#### AIM OF THE TASK:
Extract the records below word for word and ignore the images.

*** Opening TASK MATERIAL ***

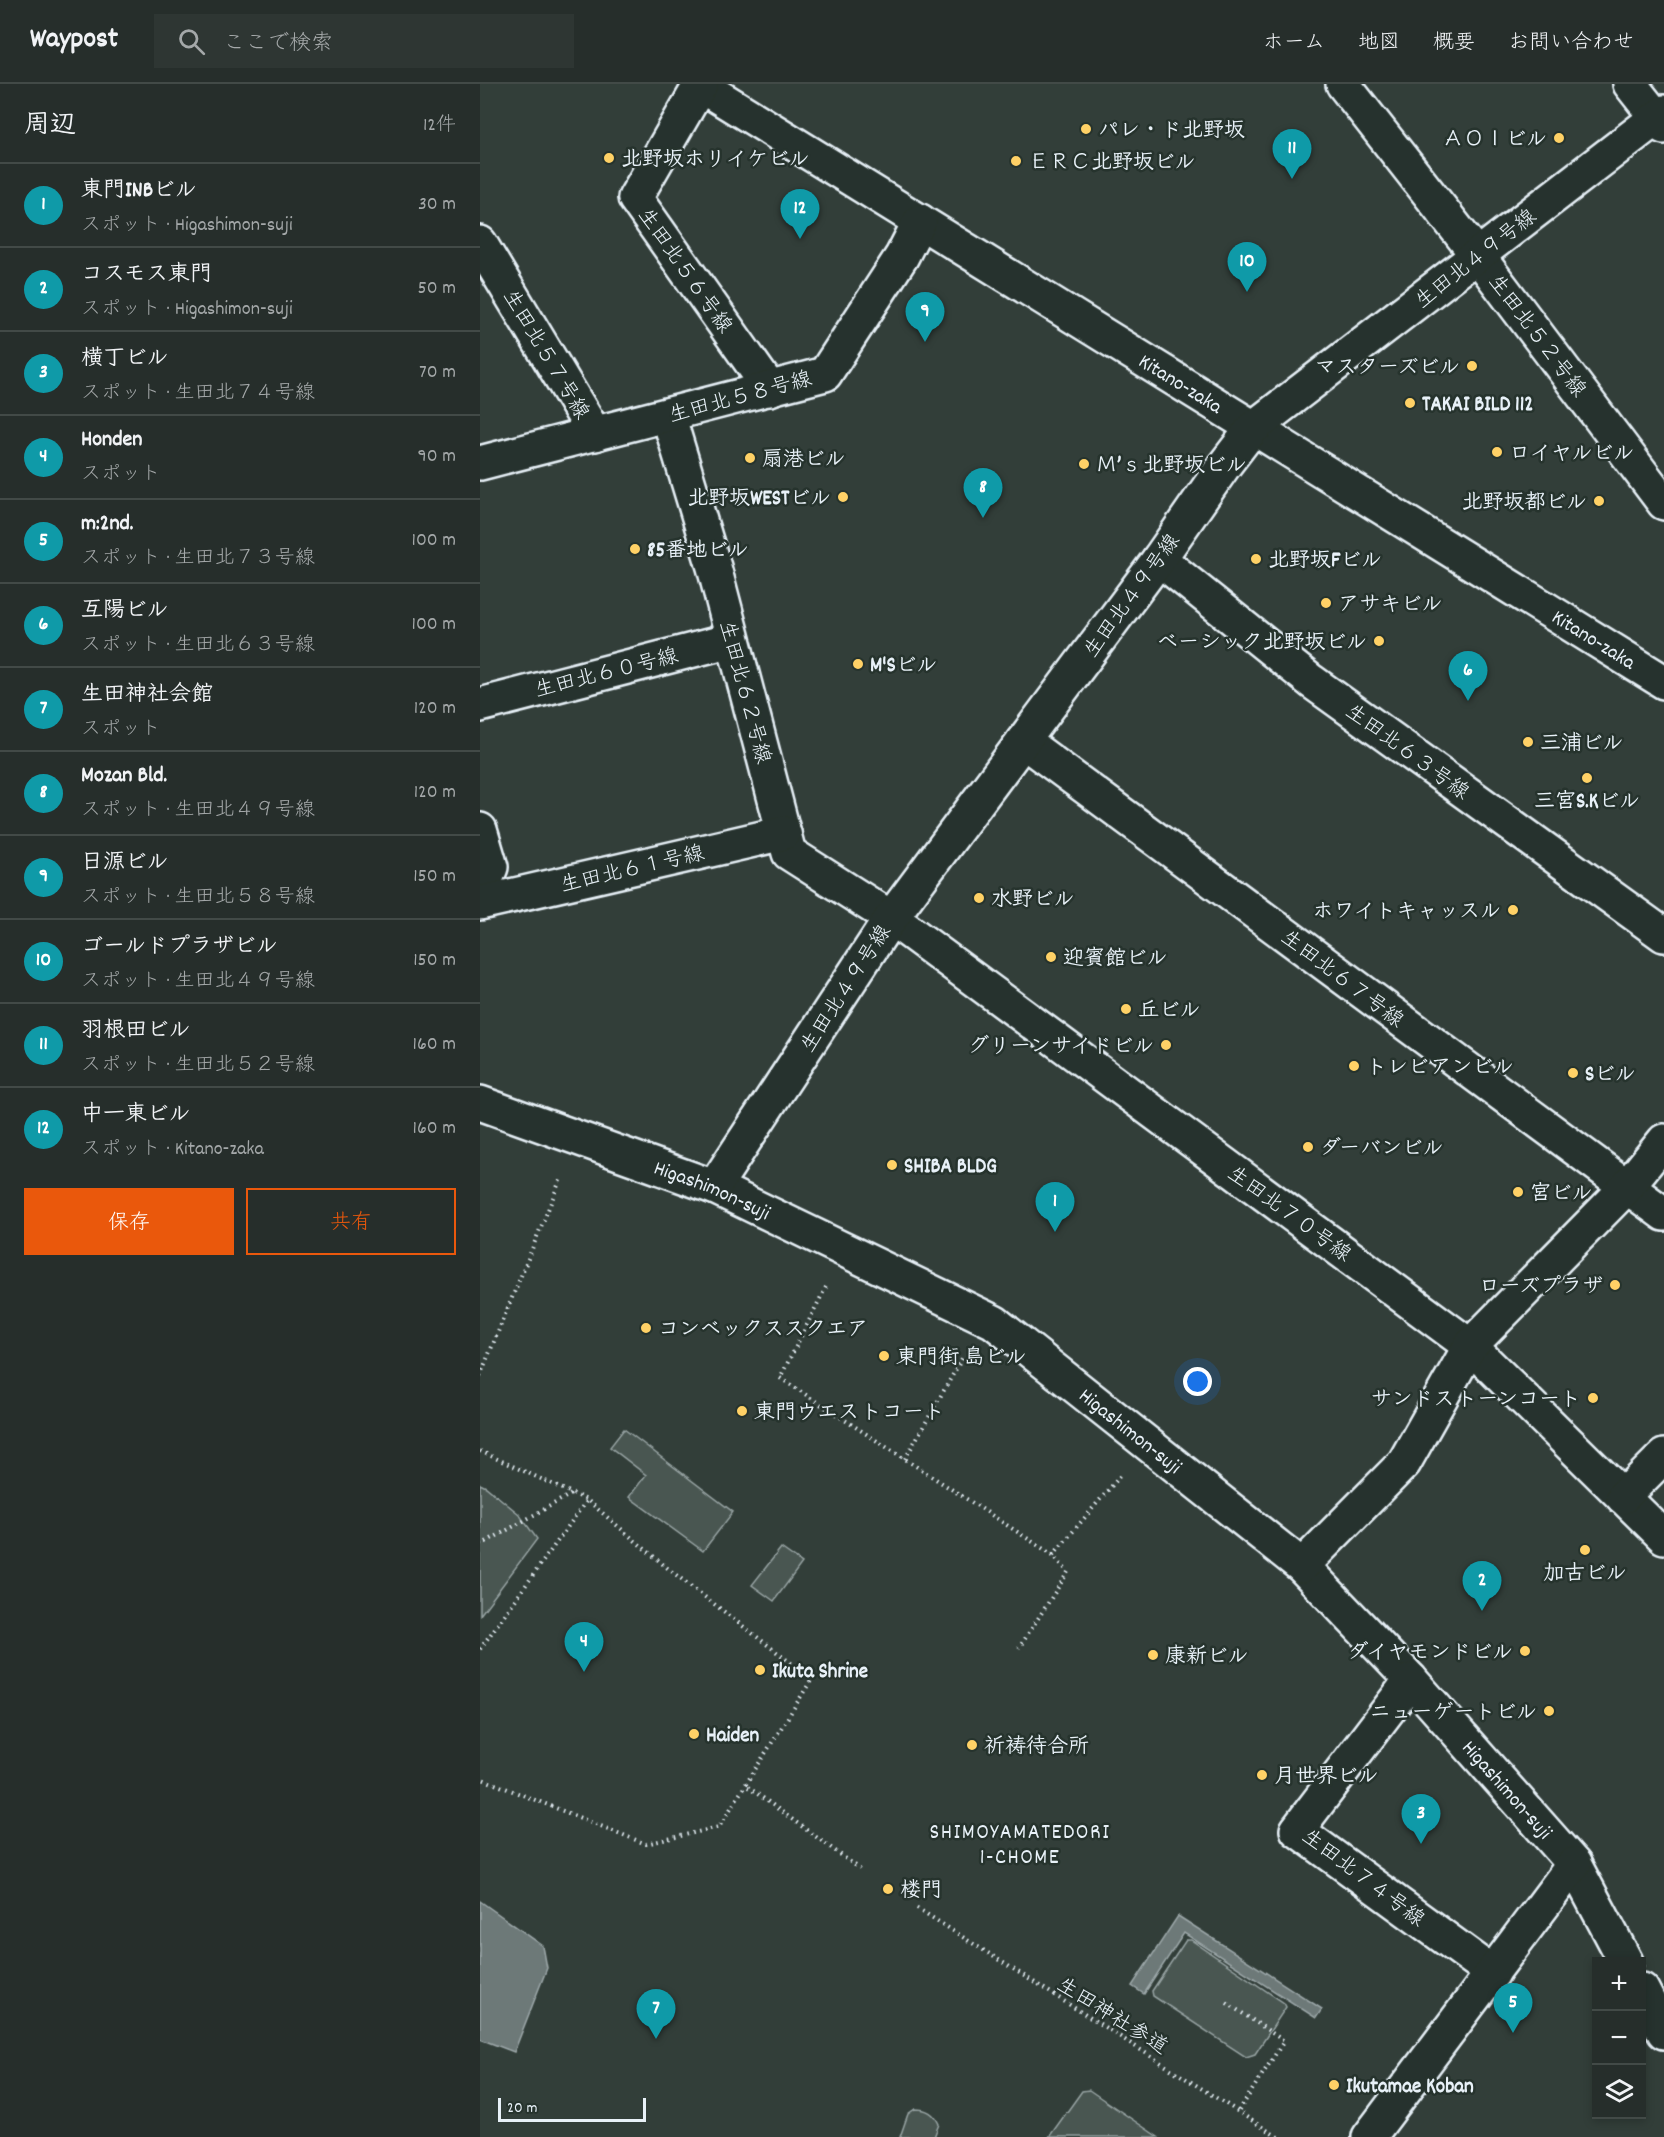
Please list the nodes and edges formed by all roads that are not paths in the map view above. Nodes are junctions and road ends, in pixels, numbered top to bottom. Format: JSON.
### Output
{"nodes":[{"id":1,"x":1343,"y":84,"type":"edge"},
{"id":2,"x":1630,"y":84,"type":"edge"},
{"id":3,"x":700,"y":85,"type":"edge"},
{"id":4,"x":1661,"y":119,"type":"edge"},
{"id":5,"x":920,"y":221,"type":"junction"},
{"id":6,"x":480,"y":243,"type":"edge"},
{"id":7,"x":1478,"y":256,"type":"junction"},
{"id":8,"x":770,"y":388,"type":"junction"},
{"id":9,"x":668,"y":416,"type":"junction"},
{"id":10,"x":1253,"y":428,"type":"junction"},
{"id":11,"x":595,"y":434,"type":"junction"},
{"id":12,"x":480,"y":463,"type":"edge"},
{"id":13,"x":1664,"y":503,"type":"edge"},
{"id":14,"x":1159,"y":559,"type":"junction"},
{"id":15,"x":732,"y":640,"type":"junction"},
{"id":16,"x":1664,"y":682,"type":"edge"},
{"id":17,"x":480,"y":705,"type":"edge"},
{"id":18,"x":1023,"y":741,"type":"junction"},
{"id":19,"x":480,"y":830,"type":"edge"},
{"id":20,"x":784,"y":833,"type":"junction"},
{"id":21,"x":480,"y":894,"type":"edge"},
{"id":22,"x":480,"y":903,"type":"edge"},
{"id":23,"x":891,"y":918,"type":"junction"},
{"id":24,"x":1664,"y":935,"type":"edge"},
{"id":25,"x":480,"y":1102,"type":"edge"},
{"id":26,"x":1664,"y":1141,"type":"edge"},
{"id":27,"x":714,"y":1187,"type":"junction"},
{"id":28,"x":1626,"y":1188,"type":"junction"},
{"id":29,"x":1664,"y":1214,"type":"edge"},
{"id":30,"x":1470,"y":1346,"type":"junction"},
{"id":31,"x":1664,"y":1456,"type":"edge"},
{"id":32,"x":1623,"y":1497,"type":"junction"},
{"id":33,"x":1664,"y":1537,"type":"edge"},
{"id":34,"x":1302,"y":1566,"type":"junction"},
{"id":35,"x":1411,"y":1680,"type":"junction"},
{"id":36,"x":1574,"y":1864,"type":"junction"},
{"id":37,"x":1623,"y":1957,"type":"edge"},
{"id":38,"x":1493,"y":1973,"type":"junction"},
{"id":39,"x":1646,"y":1999,"type":"edge"},
{"id":40,"x":1664,"y":2032,"type":"edge"},
{"id":41,"x":1369,"y":2137,"type":"edge"}],
"edges":[{"from":1,"to":7,"type":"street","name":"生田北５２号線"},
{"from":2,"to":4,"type":"street"},
{"from":3,"to":5,"type":"street","name":"Kitano-zaka"},
{"from":3,"to":8,"type":"street","name":"生田北５６号線"},
{"from":4,"to":7,"type":"street","name":"生田北４９号線"},
{"from":5,"to":8,"type":"street","name":"生田北５８号線"},
{"from":5,"to":10,"type":"street","name":"Kitano-zaka"},
{"from":6,"to":11,"type":"street","name":"生田北５７号線"},
{"from":7,"to":10,"type":"street","name":"生田北４９号線"},
{"from":7,"to":13,"type":"street","name":"生田北５２号線"},
{"from":8,"to":9,"type":"street","name":"生田北５８号線"},
{"from":9,"to":11,"type":"street","name":"生田北５８号線"},
{"from":9,"to":15,"type":"street","name":"生田北６２号線"},
{"from":10,"to":14,"type":"street","name":"生田北４９号線"},
{"from":10,"to":16,"type":"street","name":"Kitano-zaka"},
{"from":11,"to":12,"type":"street","name":"生田北５８号線"},
{"from":14,"to":18,"type":"street","name":"生田北４９号線"},
{"from":14,"to":24,"type":"street","name":"生田北６３号線"},
{"from":15,"to":17,"type":"street","name":"生田北６０号線"},
{"from":15,"to":20,"type":"street","name":"生田北６２号線"},
{"from":18,"to":23,"type":"street","name":"生田北４９号線"},
{"from":18,"to":28,"type":"street","name":"生田北６７号線"},
{"from":19,"to":21,"type":"street"},
{"from":20,"to":22,"type":"street","name":"生田北６１号線"},
{"from":20,"to":23,"type":"street","name":"生田北６２号線"},
{"from":23,"to":27,"type":"street","name":"生田北４９号線"},
{"from":23,"to":30,"type":"street","name":"生田北７０号線"},
{"from":25,"to":27,"type":"street","name":"Higashimon-suji"},
{"from":26,"to":28,"type":"street"},
{"from":27,"to":34,"type":"street","name":"Higashimon-suji"},
{"from":28,"to":29,"type":"street","name":"生田北６７号線"},
{"from":28,"to":30,"type":"street"},
{"from":30,"to":32,"type":"street","name":"生田北７０号線"},
{"from":30,"to":34,"type":"street"},
{"from":31,"to":32,"type":"street"},
{"from":32,"to":33,"type":"street","name":"生田北７０号線"},
{"from":34,"to":35,"type":"street","name":"Higashimon-suji"},
{"from":35,"to":36,"type":"street","name":"Higashimon-suji"},
{"from":35,"to":38,"type":"street","name":"生田北７４号線"},
{"from":36,"to":37,"type":"street","name":"Higashimon-suji"},
{"from":36,"to":38,"type":"street"},
{"from":38,"to":41,"type":"street"},
{"from":39,"to":40,"type":"street"}]}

*** Closing TASK MATERIAL ***

#### RESULT:
Please list the nodes and edges formed by all roads that are not paths in the map view above. Nodes are junctions and road ends, in pixels, numbered top to bottom. Format: JSON.
### Output
{"nodes":[{"id":1,"x":1343,"y":84,"type":"edge"},
{"id":2,"x":1630,"y":84,"type":"edge"},
{"id":3,"x":700,"y":85,"type":"edge"},
{"id":4,"x":1661,"y":119,"type":"edge"},
{"id":5,"x":920,"y":221,"type":"junction"},
{"id":6,"x":480,"y":243,"type":"edge"},
{"id":7,"x":1478,"y":256,"type":"junction"},
{"id":8,"x":770,"y":388,"type":"junction"},
{"id":9,"x":668,"y":416,"type":"junction"},
{"id":10,"x":1253,"y":428,"type":"junction"},
{"id":11,"x":595,"y":434,"type":"junction"},
{"id":12,"x":480,"y":463,"type":"edge"},
{"id":13,"x":1664,"y":503,"type":"edge"},
{"id":14,"x":1159,"y":559,"type":"junction"},
{"id":15,"x":732,"y":640,"type":"junction"},
{"id":16,"x":1664,"y":682,"type":"edge"},
{"id":17,"x":480,"y":705,"type":"edge"},
{"id":18,"x":1023,"y":741,"type":"junction"},
{"id":19,"x":480,"y":830,"type":"edge"},
{"id":20,"x":784,"y":833,"type":"junction"},
{"id":21,"x":480,"y":894,"type":"edge"},
{"id":22,"x":480,"y":903,"type":"edge"},
{"id":23,"x":891,"y":918,"type":"junction"},
{"id":24,"x":1664,"y":935,"type":"edge"},
{"id":25,"x":480,"y":1102,"type":"edge"},
{"id":26,"x":1664,"y":1141,"type":"edge"},
{"id":27,"x":714,"y":1187,"type":"junction"},
{"id":28,"x":1626,"y":1188,"type":"junction"},
{"id":29,"x":1664,"y":1214,"type":"edge"},
{"id":30,"x":1470,"y":1346,"type":"junction"},
{"id":31,"x":1664,"y":1456,"type":"edge"},
{"id":32,"x":1623,"y":1497,"type":"junction"},
{"id":33,"x":1664,"y":1537,"type":"edge"},
{"id":34,"x":1302,"y":1566,"type":"junction"},
{"id":35,"x":1411,"y":1680,"type":"junction"},
{"id":36,"x":1574,"y":1864,"type":"junction"},
{"id":37,"x":1623,"y":1957,"type":"edge"},
{"id":38,"x":1493,"y":1973,"type":"junction"},
{"id":39,"x":1646,"y":1999,"type":"edge"},
{"id":40,"x":1664,"y":2032,"type":"edge"},
{"id":41,"x":1369,"y":2137,"type":"edge"}],
"edges":[{"from":1,"to":7,"type":"street","name":"生田北５２号線"},
{"from":2,"to":4,"type":"street"},
{"from":3,"to":5,"type":"street","name":"Kitano-zaka"},
{"from":3,"to":8,"type":"street","name":"生田北５６号線"},
{"from":4,"to":7,"type":"street","name":"生田北４９号線"},
{"from":5,"to":8,"type":"street","name":"生田北５８号線"},
{"from":5,"to":10,"type":"street","name":"Kitano-zaka"},
{"from":6,"to":11,"type":"street","name":"生田北５７号線"},
{"from":7,"to":10,"type":"street","name":"生田北４９号線"},
{"from":7,"to":13,"type":"street","name":"生田北５２号線"},
{"from":8,"to":9,"type":"street","name":"生田北５８号線"},
{"from":9,"to":11,"type":"street","name":"生田北５８号線"},
{"from":9,"to":15,"type":"street","name":"生田北６２号線"},
{"from":10,"to":14,"type":"street","name":"生田北４９号線"},
{"from":10,"to":16,"type":"street","name":"Kitano-zaka"},
{"from":11,"to":12,"type":"street","name":"生田北５８号線"},
{"from":14,"to":18,"type":"street","name":"生田北４９号線"},
{"from":14,"to":24,"type":"street","name":"生田北６３号線"},
{"from":15,"to":17,"type":"street","name":"生田北６０号線"},
{"from":15,"to":20,"type":"street","name":"生田北６２号線"},
{"from":18,"to":23,"type":"street","name":"生田北４９号線"},
{"from":18,"to":28,"type":"street","name":"生田北６７号線"},
{"from":19,"to":21,"type":"street"},
{"from":20,"to":22,"type":"street","name":"生田北６１号線"},
{"from":20,"to":23,"type":"street","name":"生田北６２号線"},
{"from":23,"to":27,"type":"street","name":"生田北４９号線"},
{"from":23,"to":30,"type":"street","name":"生田北７０号線"},
{"from":25,"to":27,"type":"street","name":"Higashimon-suji"},
{"from":26,"to":28,"type":"street"},
{"from":27,"to":34,"type":"street","name":"Higashimon-suji"},
{"from":28,"to":29,"type":"street","name":"生田北６７号線"},
{"from":28,"to":30,"type":"street"},
{"from":30,"to":32,"type":"street","name":"生田北７０号線"},
{"from":30,"to":34,"type":"street"},
{"from":31,"to":32,"type":"street"},
{"from":32,"to":33,"type":"street","name":"生田北７０号線"},
{"from":34,"to":35,"type":"street","name":"Higashimon-suji"},
{"from":35,"to":36,"type":"street","name":"Higashimon-suji"},
{"from":35,"to":38,"type":"street","name":"生田北７４号線"},
{"from":36,"to":37,"type":"street","name":"Higashimon-suji"},
{"from":36,"to":38,"type":"street"},
{"from":38,"to":41,"type":"street"},
{"from":39,"to":40,"type":"street"}]}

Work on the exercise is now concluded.